Activity: Each entry below is to be duplicated precisely.
========
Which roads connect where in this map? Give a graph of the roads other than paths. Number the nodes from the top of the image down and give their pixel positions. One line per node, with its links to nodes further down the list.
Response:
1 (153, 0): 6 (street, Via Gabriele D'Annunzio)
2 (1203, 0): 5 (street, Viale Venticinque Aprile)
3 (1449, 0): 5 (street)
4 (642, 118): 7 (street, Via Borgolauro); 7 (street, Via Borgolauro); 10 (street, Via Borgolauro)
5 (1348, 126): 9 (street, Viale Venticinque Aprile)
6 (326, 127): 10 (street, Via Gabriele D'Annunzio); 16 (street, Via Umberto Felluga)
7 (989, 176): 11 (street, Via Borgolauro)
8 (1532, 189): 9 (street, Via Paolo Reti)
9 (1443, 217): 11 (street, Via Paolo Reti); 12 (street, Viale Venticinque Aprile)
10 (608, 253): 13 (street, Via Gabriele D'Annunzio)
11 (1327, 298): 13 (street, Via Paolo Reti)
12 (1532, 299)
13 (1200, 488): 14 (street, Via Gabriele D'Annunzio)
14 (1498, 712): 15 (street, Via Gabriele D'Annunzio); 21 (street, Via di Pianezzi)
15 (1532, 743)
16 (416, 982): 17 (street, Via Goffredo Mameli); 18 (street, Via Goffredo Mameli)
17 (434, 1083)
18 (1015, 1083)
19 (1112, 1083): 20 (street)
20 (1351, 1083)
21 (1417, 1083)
========
Task solution:
Which roads connect where in this map? Give a graph of the roads other than paths. Number the nodes from the top of the image down and give their pixel positions. One line per node, with its links to nodes further down the list.
Response:
1 (153, 0): 6 (street, Via Gabriele D'Annunzio)
2 (1203, 0): 5 (street, Viale Venticinque Aprile)
3 (1449, 0): 5 (street)
4 (642, 118): 7 (street, Via Borgolauro); 7 (street, Via Borgolauro); 10 (street, Via Borgolauro)
5 (1348, 126): 9 (street, Viale Venticinque Aprile)
6 (326, 127): 10 (street, Via Gabriele D'Annunzio); 16 (street, Via Umberto Felluga)
7 (989, 176): 11 (street, Via Borgolauro)
8 (1532, 189): 9 (street, Via Paolo Reti)
9 (1443, 217): 11 (street, Via Paolo Reti); 12 (street, Viale Venticinque Aprile)
10 (608, 253): 13 (street, Via Gabriele D'Annunzio)
11 (1327, 298): 13 (street, Via Paolo Reti)
12 (1532, 299)
13 (1200, 488): 14 (street, Via Gabriele D'Annunzio)
14 (1498, 712): 15 (street, Via Gabriele D'Annunzio); 21 (street, Via di Pianezzi)
15 (1532, 743)
16 (416, 982): 17 (street, Via Goffredo Mameli); 18 (street, Via Goffredo Mameli)
17 (434, 1083)
18 (1015, 1083)
19 (1112, 1083): 20 (street)
20 (1351, 1083)
21 (1417, 1083)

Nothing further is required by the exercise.